/* TPage.java - SQL operations with the table 'page' in Wiktionary parsed database.
*
* Copyright (c) 2009-2011 Andrew Krizhanovsky <andrew.krizhanovsky at gmail.com>
* Distributed under EPL/LGPL/GPL/AL/BSD multi-license.
*/
package wikokit.base.wikt.sql;
import wikokit.base.wikipedia.sql.Connect;
import wikokit.base.wikipedia.sql.PageTableBase;
import wikokit.base.wikipedia.language.Encodings;
//import wikt.api.WTMeaning;
//import wikt.word.*;
//import wikipedia.util.StringUtil;
import java.util.List;
import java.util.ArrayList;
import java.sql.*;
/** An operations with the table 'page' in MySQL wiktionary_parsed database. */
public class TPage {
/** Unique page identifier. */
private int id;
/** Title of the wiki page, word. */
private String page_title;
/** Size of the page in words. */
private int word_count;
/** Size of the page as a number of wikified words at the page
* (number of out-links). */
private int wiki_link_count;
/** true, if the page_title exists in Wiktionary
* false, if the page_title exists only as a [[|wikified word]] */
private boolean is_in_wiktionary;
/** Hard redirect defined by #REDIRECT
* @see TLangPOS.redirect_type and .lemma - a soft redirect. */
private boolean is_redirect;
/** Redirected page, i.e. target or destination page.
* It is null for usual entries.
*
* Hard redirect defined by #REDIRECT",
* @see TLangPOS.redirect_type and .lemma - a soft redirect.
*/
private String redirect_target;
/** Array of language-POS with this page_title */
private TLangPOS[] lang_pos;
private final static TPage[] NULL_TPAGE_ARRAY = new TPage[0];
private final static TLangPOS[] NULL_TLANGPOS_ARRAY = new TLangPOS[0];
public TPage(int _id,String _page_title,int _word_count,int _wiki_link_count,
boolean _is_in_wiktionary,
String _redirect_target)
{
id = _id;
page_title = _page_title;
word_count = _word_count;
wiki_link_count = _wiki_link_count;
is_in_wiktionary = _is_in_wiktionary;
is_redirect = null != _redirect_target;
redirect_target = _redirect_target;
lang_pos = NULL_TLANGPOS_ARRAY;
}
/*public void init() {
id = 0;
page_title = "";
word_count = 0;
wiki_link_count = 0;
is_in_wiktionary = false;
}*/
@Override
public String toString() {
return "id=" + id + "; page_title=" + page_title;
}
/** Gets unique ID from database */
public int getID() {
return id;
}
/** Gets title of the wiki page, word. */
public String getPageTitle() {
return page_title;
}
/** Gets number of words, size of the page in words. */
public int getWordCount() {
return word_count;
}
/** Gets number of out-links, size of the page as a number of wikified words. */
public int getWikiLinkCount() {
return wiki_link_count;
}
/** Returns true, if the page_title exists in Wiktionary. */
public boolean isInWiktionary() {
return is_in_wiktionary;
}
/** Returns true, if the page_title is a #REDIRECT in Wiktionary.

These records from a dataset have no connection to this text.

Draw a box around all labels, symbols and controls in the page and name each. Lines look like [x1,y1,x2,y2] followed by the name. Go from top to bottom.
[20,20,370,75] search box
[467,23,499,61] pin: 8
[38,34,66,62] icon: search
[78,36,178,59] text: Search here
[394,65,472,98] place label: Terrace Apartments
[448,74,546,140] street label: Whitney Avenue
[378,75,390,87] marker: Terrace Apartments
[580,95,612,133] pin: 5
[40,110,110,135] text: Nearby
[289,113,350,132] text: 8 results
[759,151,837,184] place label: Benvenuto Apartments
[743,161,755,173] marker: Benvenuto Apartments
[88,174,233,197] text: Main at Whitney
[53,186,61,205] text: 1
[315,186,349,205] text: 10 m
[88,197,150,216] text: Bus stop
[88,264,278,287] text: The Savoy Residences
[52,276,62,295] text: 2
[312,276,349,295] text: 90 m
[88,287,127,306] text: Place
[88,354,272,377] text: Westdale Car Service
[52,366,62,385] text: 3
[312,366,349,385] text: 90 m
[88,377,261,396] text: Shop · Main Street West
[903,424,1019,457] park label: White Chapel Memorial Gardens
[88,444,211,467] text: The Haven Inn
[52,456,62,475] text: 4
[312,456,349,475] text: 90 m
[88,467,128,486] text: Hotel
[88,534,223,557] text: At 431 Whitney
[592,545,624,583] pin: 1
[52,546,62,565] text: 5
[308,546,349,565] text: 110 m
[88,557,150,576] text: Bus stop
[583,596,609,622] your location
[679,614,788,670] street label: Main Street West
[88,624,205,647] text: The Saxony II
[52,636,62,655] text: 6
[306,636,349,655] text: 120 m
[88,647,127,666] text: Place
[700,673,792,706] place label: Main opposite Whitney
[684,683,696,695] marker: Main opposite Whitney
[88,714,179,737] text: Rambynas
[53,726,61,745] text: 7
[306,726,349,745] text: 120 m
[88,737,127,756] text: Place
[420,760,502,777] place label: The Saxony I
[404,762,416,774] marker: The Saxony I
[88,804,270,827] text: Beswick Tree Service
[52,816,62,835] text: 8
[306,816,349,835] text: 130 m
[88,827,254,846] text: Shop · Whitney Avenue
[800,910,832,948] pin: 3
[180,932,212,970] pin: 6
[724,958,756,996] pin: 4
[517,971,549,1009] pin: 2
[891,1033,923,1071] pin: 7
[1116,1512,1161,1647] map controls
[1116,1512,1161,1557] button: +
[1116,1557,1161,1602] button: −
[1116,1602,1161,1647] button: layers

* @see TLangPOS.redirect_type and .lemma - a soft redirect.
*/
public boolean isRedirect() {
return is_redirect;
}
/** Gets a redirected page, i.e. target or destination page.
* It is null for usual entries.
*/
public String getRedirect() {
return redirect_target;
}
/** Sets array: language and part of speech.
*/
public void setLangPOS(TLangPOS[] _lang_pos) {
lang_pos = _lang_pos;
}
/** Gets ID of a record or inserts record (if it is absent)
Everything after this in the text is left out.